“Neroblaum fustaneorum. Teleri di memoria”, un progetto collettivo site specific di Sara Conforti
Fino al 5 novembre
Chieri (Torino)
Un lavoro site specific che incrocia, nella volontà dell’artista, passato e presente, nelle sue varie manipolazioni tecniche e nelle sue più significative pagine di rigorosa memoria. Un lavoro dedicato al tessuto “Denim” o “Jeans”, che inevitabilmente omaggia il “Fustagno”loro prezioso antesignano chierese, le cui varianti “nero – blu” tinte con “gualdo buono” (Isathius Tinctoria), arrivato a Chieri – sede nel 1482 dell’“Università del Fustagno” – con i Càtari, sono descritte in latino medievale negli “Statuti dell’Arte del Fustagno”. Di qui il titolo in latino della rassegna firmata dalla torinese Sara Conforti (“Premio alla Carriera Lorenzo il Magnifico” per l’impegno profuso a favore del “femminile fragile”), ospitata, fino al prossimo 5 novembre, al “Museo del Tessile” di Chieri (Sala della “Porta del Tessile”, in via Santa Chiara 10/A).
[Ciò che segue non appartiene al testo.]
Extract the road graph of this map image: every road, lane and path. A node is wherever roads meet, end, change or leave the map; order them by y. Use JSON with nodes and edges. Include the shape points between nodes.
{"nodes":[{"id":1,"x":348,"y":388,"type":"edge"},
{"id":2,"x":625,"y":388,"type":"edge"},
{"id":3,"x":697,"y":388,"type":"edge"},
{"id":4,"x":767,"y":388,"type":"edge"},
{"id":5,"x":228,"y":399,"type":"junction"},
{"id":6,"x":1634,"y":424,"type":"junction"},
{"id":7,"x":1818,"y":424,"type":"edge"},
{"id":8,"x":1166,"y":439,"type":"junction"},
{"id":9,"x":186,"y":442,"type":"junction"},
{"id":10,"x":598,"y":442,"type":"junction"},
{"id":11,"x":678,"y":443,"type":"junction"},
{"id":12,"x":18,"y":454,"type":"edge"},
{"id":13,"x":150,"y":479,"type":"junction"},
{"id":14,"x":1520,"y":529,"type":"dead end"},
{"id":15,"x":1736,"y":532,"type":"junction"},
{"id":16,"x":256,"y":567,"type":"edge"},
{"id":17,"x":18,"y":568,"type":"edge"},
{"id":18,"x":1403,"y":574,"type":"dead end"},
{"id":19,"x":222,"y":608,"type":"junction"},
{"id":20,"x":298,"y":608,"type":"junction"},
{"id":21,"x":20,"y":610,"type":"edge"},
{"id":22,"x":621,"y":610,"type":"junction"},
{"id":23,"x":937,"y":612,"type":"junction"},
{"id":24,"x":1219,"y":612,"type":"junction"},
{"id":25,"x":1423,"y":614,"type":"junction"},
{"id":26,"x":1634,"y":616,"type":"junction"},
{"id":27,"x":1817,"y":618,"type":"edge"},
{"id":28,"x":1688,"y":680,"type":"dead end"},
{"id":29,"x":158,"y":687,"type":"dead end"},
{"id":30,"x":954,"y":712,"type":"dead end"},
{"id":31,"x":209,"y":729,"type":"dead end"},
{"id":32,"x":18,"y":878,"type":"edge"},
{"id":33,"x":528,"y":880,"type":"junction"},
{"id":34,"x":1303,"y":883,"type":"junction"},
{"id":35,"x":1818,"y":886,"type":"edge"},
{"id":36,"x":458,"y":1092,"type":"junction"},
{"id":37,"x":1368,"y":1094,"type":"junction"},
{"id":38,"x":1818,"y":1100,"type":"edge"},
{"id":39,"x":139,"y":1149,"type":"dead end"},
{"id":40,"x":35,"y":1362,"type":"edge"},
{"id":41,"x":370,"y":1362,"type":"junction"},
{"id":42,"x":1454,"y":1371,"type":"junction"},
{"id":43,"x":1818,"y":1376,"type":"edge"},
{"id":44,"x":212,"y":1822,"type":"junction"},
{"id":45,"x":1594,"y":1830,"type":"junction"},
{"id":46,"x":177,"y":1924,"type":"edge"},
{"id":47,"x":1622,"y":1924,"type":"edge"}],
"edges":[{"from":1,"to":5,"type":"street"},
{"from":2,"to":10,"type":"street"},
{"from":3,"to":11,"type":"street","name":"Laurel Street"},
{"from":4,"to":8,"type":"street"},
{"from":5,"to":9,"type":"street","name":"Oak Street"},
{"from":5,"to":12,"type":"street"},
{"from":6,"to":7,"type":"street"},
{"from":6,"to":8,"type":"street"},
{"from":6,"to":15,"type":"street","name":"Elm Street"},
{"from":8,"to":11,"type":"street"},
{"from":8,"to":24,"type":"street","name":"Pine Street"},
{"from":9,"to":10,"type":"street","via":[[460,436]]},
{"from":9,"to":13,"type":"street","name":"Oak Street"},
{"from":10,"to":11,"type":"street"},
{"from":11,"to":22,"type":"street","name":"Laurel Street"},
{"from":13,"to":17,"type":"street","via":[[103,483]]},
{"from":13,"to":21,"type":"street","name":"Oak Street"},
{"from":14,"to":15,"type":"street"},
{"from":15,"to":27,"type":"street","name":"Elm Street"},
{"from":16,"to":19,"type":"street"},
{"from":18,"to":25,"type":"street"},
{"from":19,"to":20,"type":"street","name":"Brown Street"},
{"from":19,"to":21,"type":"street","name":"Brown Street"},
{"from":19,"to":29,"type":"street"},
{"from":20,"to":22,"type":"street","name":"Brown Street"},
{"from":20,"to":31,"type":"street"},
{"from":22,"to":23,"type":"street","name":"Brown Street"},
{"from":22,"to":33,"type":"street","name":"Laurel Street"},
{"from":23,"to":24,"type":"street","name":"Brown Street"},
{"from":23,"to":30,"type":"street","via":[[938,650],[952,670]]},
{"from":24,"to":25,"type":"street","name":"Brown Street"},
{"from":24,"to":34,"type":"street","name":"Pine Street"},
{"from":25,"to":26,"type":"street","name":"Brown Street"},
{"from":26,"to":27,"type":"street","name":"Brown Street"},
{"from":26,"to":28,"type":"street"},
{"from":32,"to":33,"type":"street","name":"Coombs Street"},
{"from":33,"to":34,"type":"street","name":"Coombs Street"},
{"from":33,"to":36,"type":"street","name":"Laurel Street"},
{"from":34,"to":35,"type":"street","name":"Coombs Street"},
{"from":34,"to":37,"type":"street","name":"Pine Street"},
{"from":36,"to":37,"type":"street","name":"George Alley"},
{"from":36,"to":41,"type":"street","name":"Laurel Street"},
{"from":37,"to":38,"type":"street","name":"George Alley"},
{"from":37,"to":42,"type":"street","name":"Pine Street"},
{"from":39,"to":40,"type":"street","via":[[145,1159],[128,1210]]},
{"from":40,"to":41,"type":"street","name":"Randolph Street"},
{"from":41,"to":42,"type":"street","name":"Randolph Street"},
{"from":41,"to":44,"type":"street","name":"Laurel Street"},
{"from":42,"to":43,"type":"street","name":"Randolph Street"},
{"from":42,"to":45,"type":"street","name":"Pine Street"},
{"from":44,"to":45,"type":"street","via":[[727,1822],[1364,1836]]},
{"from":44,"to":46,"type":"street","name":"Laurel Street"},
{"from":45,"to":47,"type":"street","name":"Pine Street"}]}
Il percorso espositivo prende il via con l’installazione di sette “Teleri” posti sulla facciata esterna della “Porta del Tessile”, sui quali, con inserti in tessuto “Denim” campeggiano anagrammi ricamati: “frammenti autobiografici che partono da alcune parole chiave estrapolate da uno scritto dell’artista dedicato alla memoria di un proprio paio di blue jeans d’affezione”.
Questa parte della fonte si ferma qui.